Bernie’s Campaign Is Over, but Student Organizers Like Me Are Just Getting Started
Bernie Sanders’s campaign was never about simply electing him — it was about a broader commitment to fighting for a better world in elections, workplaces, and the streets. For Students for Bernie alumni like me, the question isn’t whether we continue organizing, but how.

Supporters of Sen. Bernie Sanders cheer during a campaign rally at the University of North Carolina at Chapel Hill on September 19, 2019. (Sara D. Davis / Getty Images)
In July 2019, the Bernie Sanders campaign sent an email to thousands of students, inviting them to apply for an organizing summer school. By early August, the program launch brought fifteen hundred participants to Zoom for six hourlong meetings, with titles like “Political Education and My Bernie Story” and “Creating Your Organizing Plan,” followed by homework assignments on campus organizing and Slack conversations about the Green New Deal.

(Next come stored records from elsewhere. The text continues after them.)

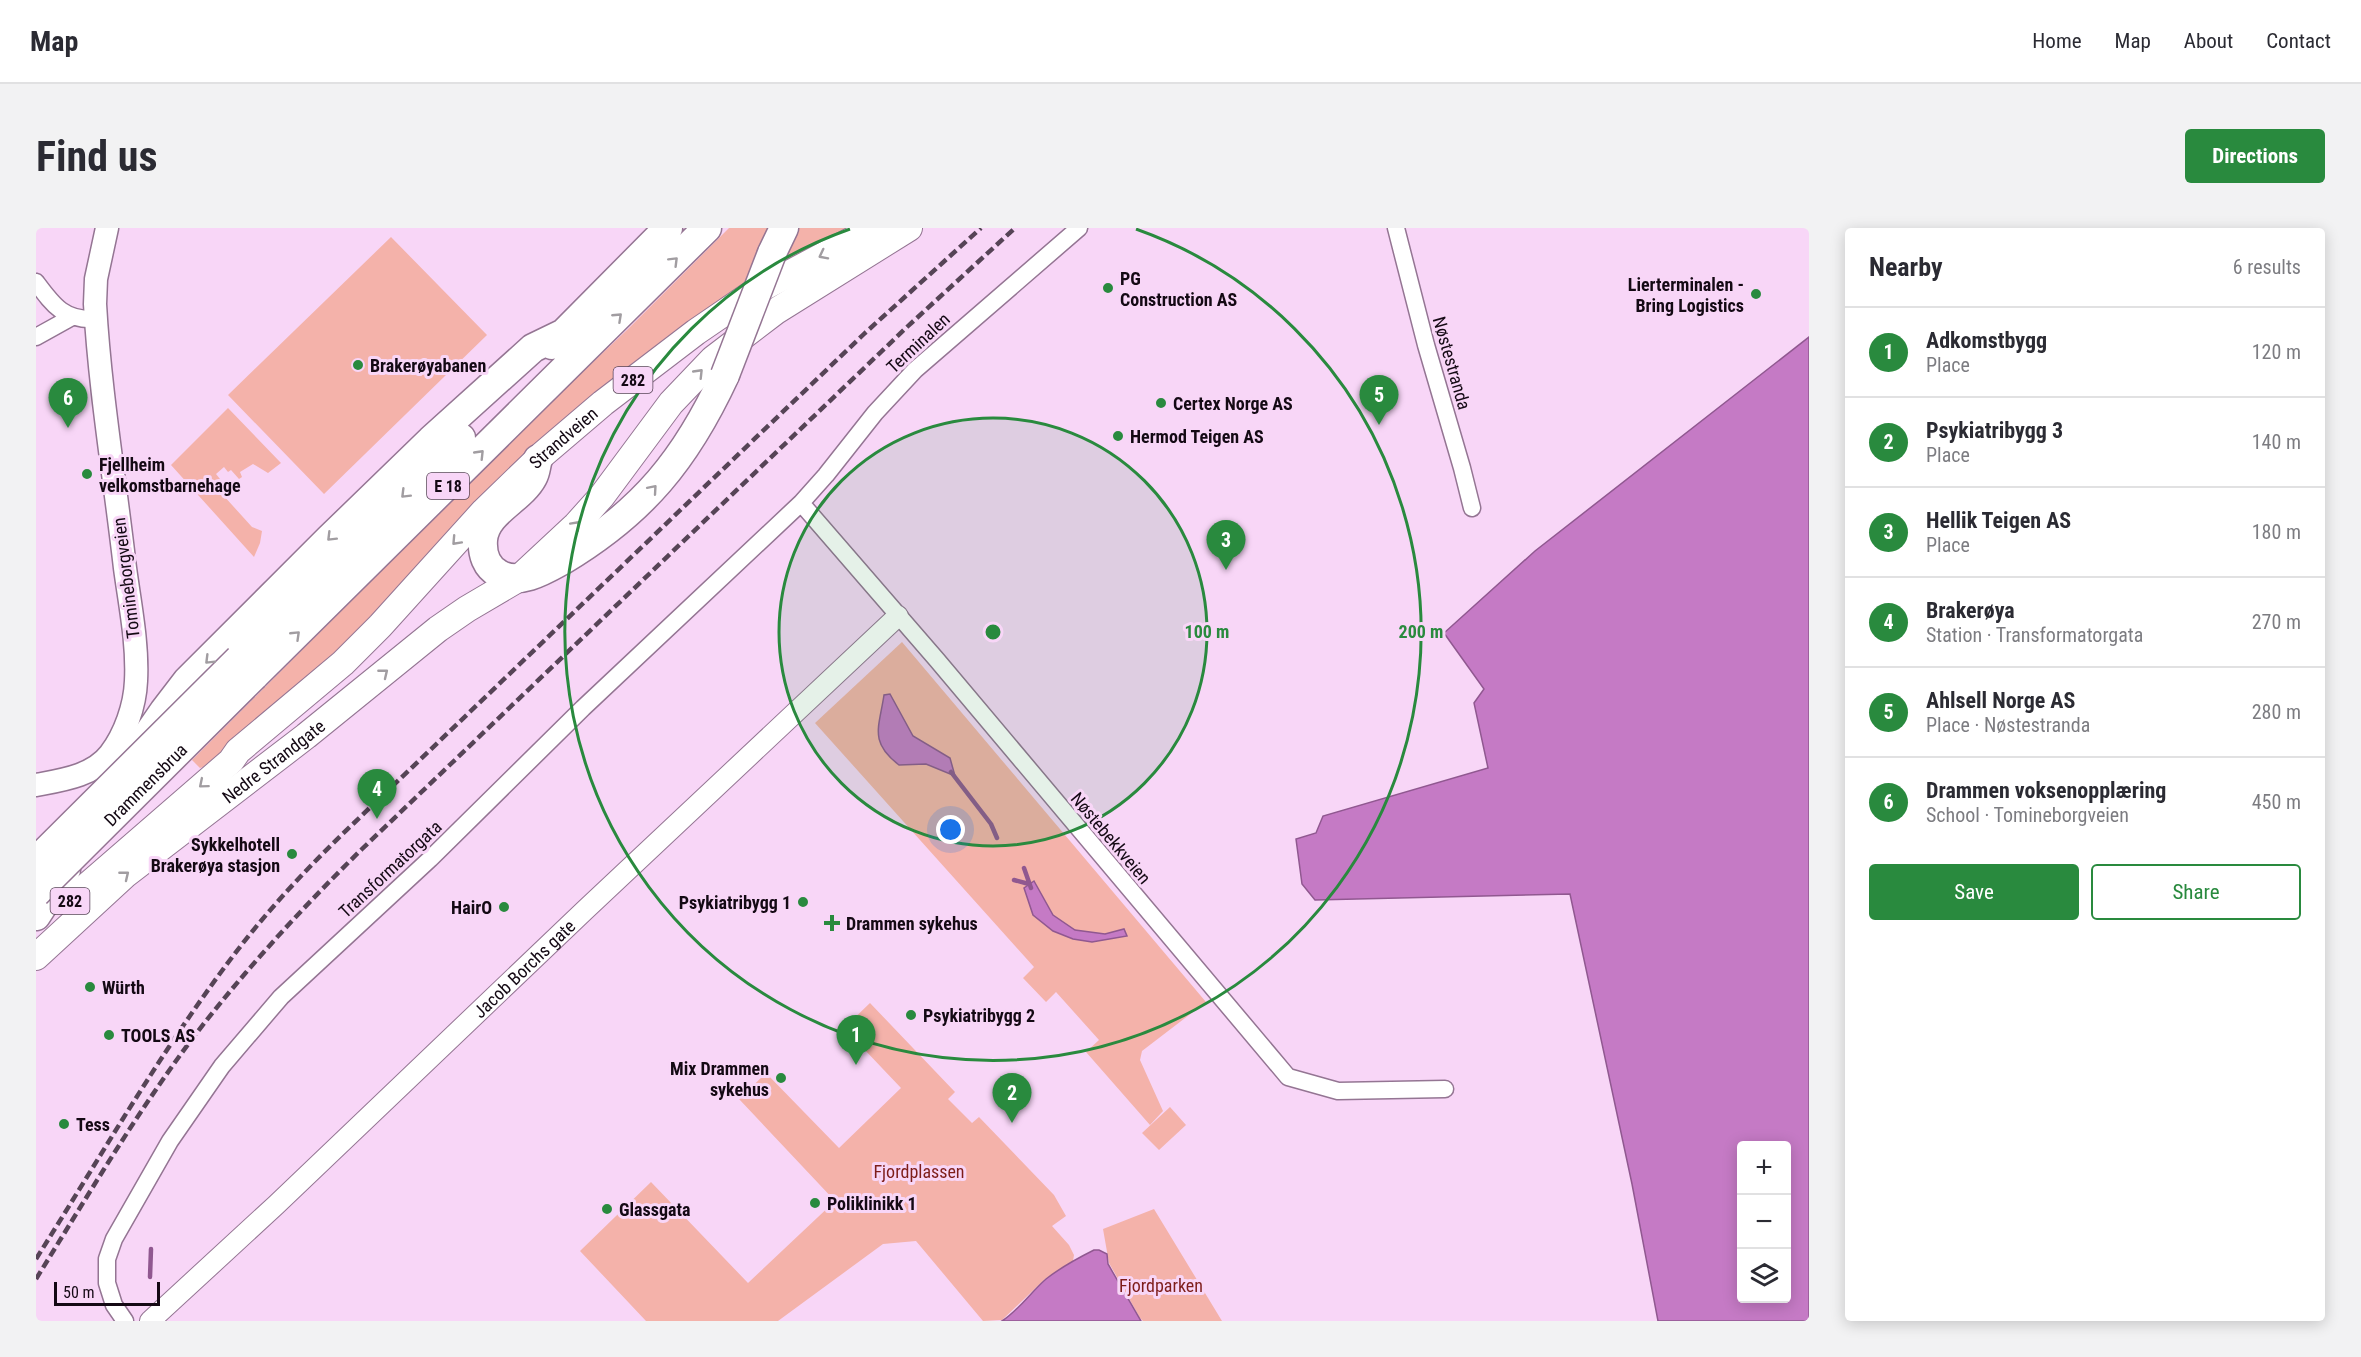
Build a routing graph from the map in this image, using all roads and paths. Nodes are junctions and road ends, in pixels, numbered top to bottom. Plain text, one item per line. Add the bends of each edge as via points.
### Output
1 (107, 228) edge
2 (668, 228) edge
3 (707, 228) edge
4 (875, 228) edge
5 (909, 228) edge
6 (1079, 228) edge
7 (1396, 228) edge
8 (778, 241) edge
9 (36, 282) edge
10 (72, 317) junction
11 (96, 319) junction
12 (564, 333) junction
13 (36, 337) edge
14 (538, 459) junction
15 (801, 503) junction
16 (1472, 508) dead end
17 (424, 577) junction
18 (518, 579) junction
19 (898, 616) junction
20 (247, 668) junction
21 (306, 736) junction
22 (231, 761) junction
23 (36, 785) edge
24 (36, 861) edge
25 (36, 893) edge
26 (36, 916) edge
27 (36, 933) edge
28 (36, 957) edge
29 (1445, 1089) dead end
30 (125, 1321) edge
31 (150, 1321) edge

1 - 11 main road, Tomineborgveien via 96,279
2 - 12 highway, E 18
20 -> 3 highway, E 18 via 469,466
4 -> 14 main road, Strandveien / 282 via 775,280 717,317 603,403
18 -> 5 main road, 282 via 602,496 671,403 713,359 776,311
6 - 15 street, Terminalen via 915,370
7 - 16 street, Nøstestranda
18 -> 8 highway, bridge via 538,573 619,522 686,448 725,375
9 - 10 street via 53,304
10 - 11 street
10 - 13 street
11 - 23 main road, Tomineborgveien via 132,619 135,693 127,722 101,763 77,776
12 -> 20 highway, E 18
12 -> 26 highway, E 18 via 533,348 431,440 187,681 106,795 63,877
14 -> 17 main road, Strandveien / 282 via 466,529
14 - 18 highway via 533,477 494,518 483,536 488,566 501,576
15 - 19 street, Nøstebekkveien
15 - 30 street, Transformatorgata via 281,997 222,1066 170,1141 114,1239 107,1258 107,1283 114,1305
17 - 21 main road, 282 via 420,600 380,648 362,669 306,717
17 - 22 main road, Nedre Strandgate / 282 via 343,663
21 -> 18 main road, Nedre Strandgate via 438,629
19 - 29 street, Nøstebekkveien via 1288,1077 1338,1091
19 - 31 street, Jacob Borchs gate
20 - 24 highway, Drammensbrua / E 18, bridge
20 - 25 highway, Drammensbrua / E 18, bridge
21 - 22 main road, 282 via 279,737 243,760
28 -> 21 main road, Nedre Strandgate via 125,875
22 -> 27 main road, Nedre Strandgate / 282

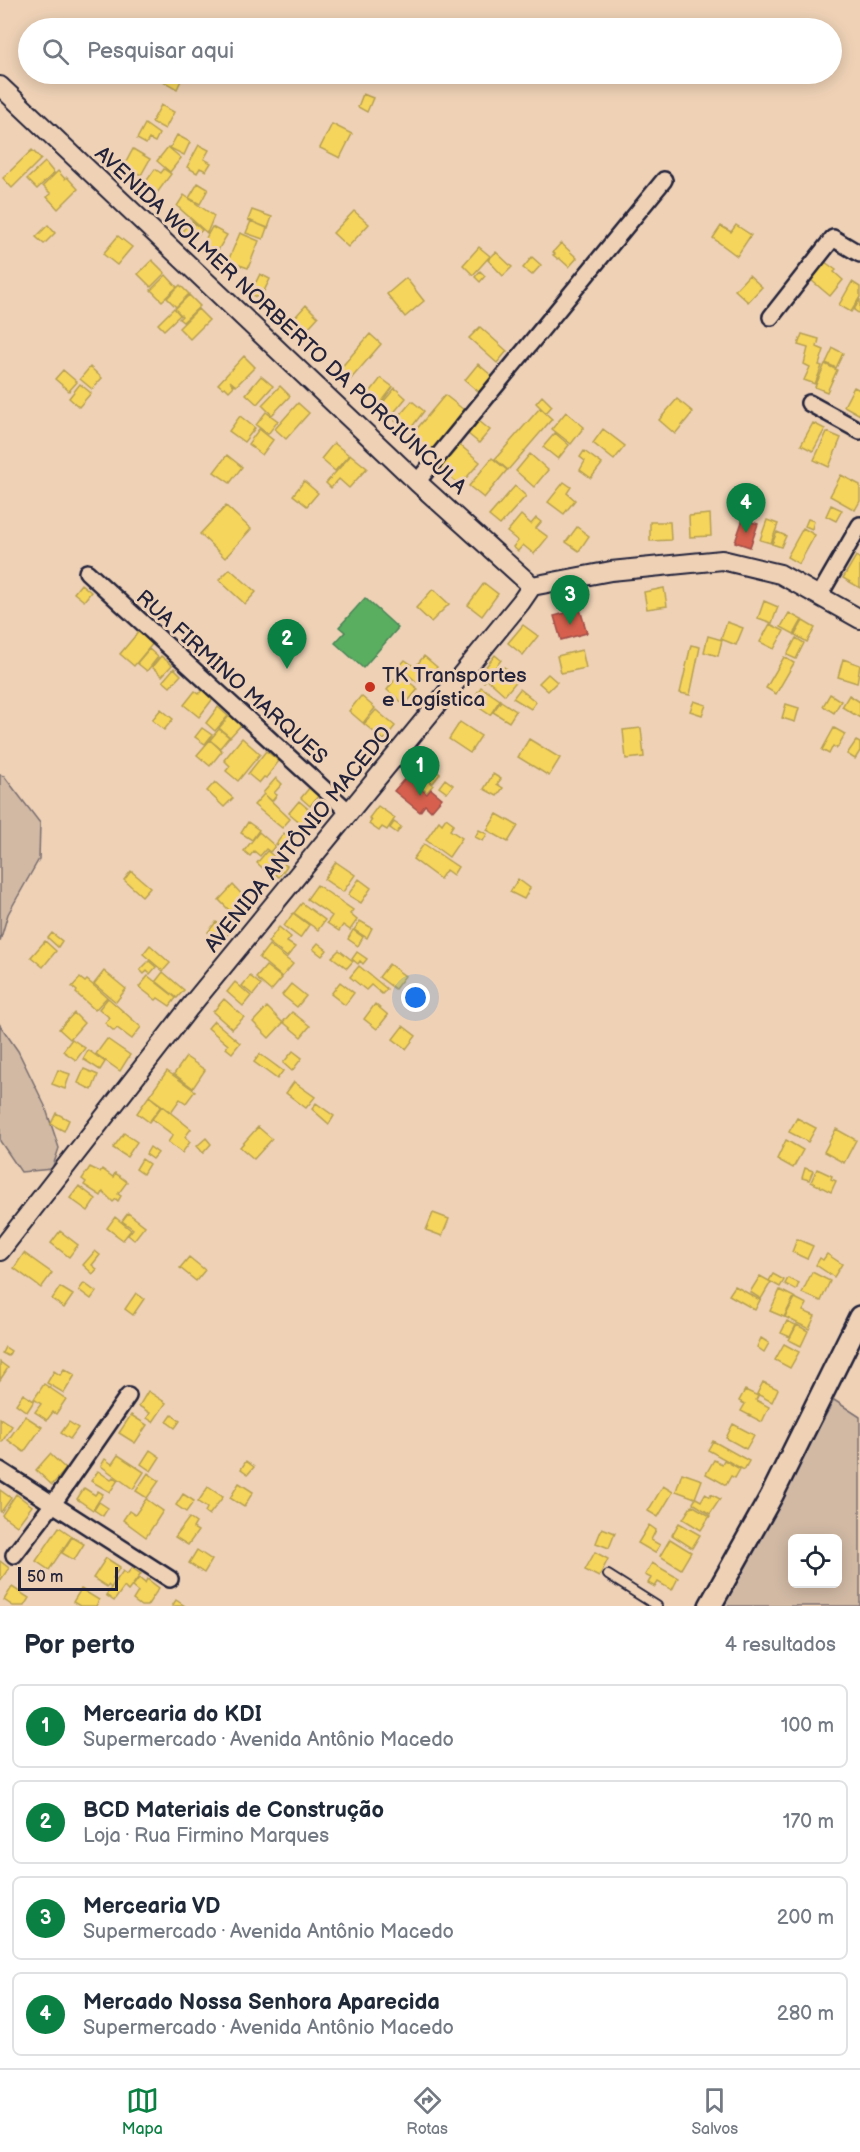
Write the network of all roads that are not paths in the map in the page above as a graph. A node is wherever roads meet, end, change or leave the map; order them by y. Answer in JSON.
{"nodes":[{"id":1,"x":0,"y":86,"type":"edge"},
{"id":2,"x":664,"y":180,"type":"dead end"},
{"id":3,"x":860,"y":254,"type":"edge"},
{"id":4,"x":771,"y":317,"type":"dead end"},
{"id":5,"x":809,"y":402,"type":"dead end"},
{"id":6,"x":860,"y":431,"type":"edge"},
{"id":7,"x":417,"y":482,"type":"junction"},
{"id":8,"x":860,"y":525,"type":"edge"},
{"id":9,"x":87,"y":572,"type":"dead end"},
{"id":10,"x":532,"y":586,"type":"junction"},
{"id":11,"x":819,"y":596,"type":"junction"},
{"id":12,"x":860,"y":619,"type":"edge"},
{"id":13,"x":349,"y":812,"type":"junction"},
{"id":14,"x":0,"y":1251,"type":"edge"},
{"id":15,"x":860,"y":1317,"type":"edge"},
{"id":16,"x":128,"y":1396,"type":"dead end"},
{"id":17,"x":0,"y":1470,"type":"edge"},
{"id":18,"x":53,"y":1504,"type":"junction"},
{"id":19,"x":14,"y":1555,"type":"dead end"},
{"id":20,"x":608,"y":1575,"type":"dead end"},
{"id":21,"x":170,"y":1579,"type":"dead end"},
{"id":22,"x":657,"y":1606,"type":"edge"},
{"id":23,"x":710,"y":1606,"type":"edge"}],
"edges":[{"from":1,"to":7,"type":"street","name":"AVENIDA WOLMER NORBERTO DA PORCIÚNCULA"},
{"from":2,"to":7,"type":"street"},
{"from":3,"to":4,"type":"street"},
{"from":5,"to":6,"type":"street"},
{"from":7,"to":10,"type":"street","name":"AVENIDA WOLMER NORBERTO DA PORCIÚNCULA"},
{"from":8,"to":11,"type":"street"},
{"from":9,"to":13,"type":"street","name":"RUA FIRMINO MARQUES"},
{"from":10,"to":11,"type":"street"},
{"from":10,"to":13,"type":"street","name":"AVENIDA ANTÔNIO MACEDO"},
{"from":11,"to":12,"type":"street"},
{"from":13,"to":14,"type":"street","name":"AVENIDA ANTÔNIO MACEDO"},
{"from":15,"to":23,"type":"main road"},
{"from":16,"to":18,"type":"street"},
{"from":17,"to":18,"type":"street"},
{"from":18,"to":19,"type":"street"},
{"from":18,"to":21,"type":"street"},
{"from":20,"to":22,"type":"lane"}]}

Meetings began with one of the program leaders, Shana Gallagher or Yong Jung Cho, encouraging students to explain what brought them to the Students for Bernie Summer School and what a Bernie presidency would mean for them. Most often, it was Medicare for All, but also the other key issues tied to Sanders’s campaign: crushing student debt, and fears caused by the mounting destruction of the environment.
Students for Bernie leadership went through the logistics of key organizing skills — friend-to-friend organizing, contact mapping, canvassing — to be used within and beyond the Sanders campaign. But staff never touted a Sanders presidency as the natural end of all organizing efforts. “They were preparing us to be able to keep the movement going, whether Bernie was in it or not,” explains Ximena Ibarra, a student organizer from the University of Kansas.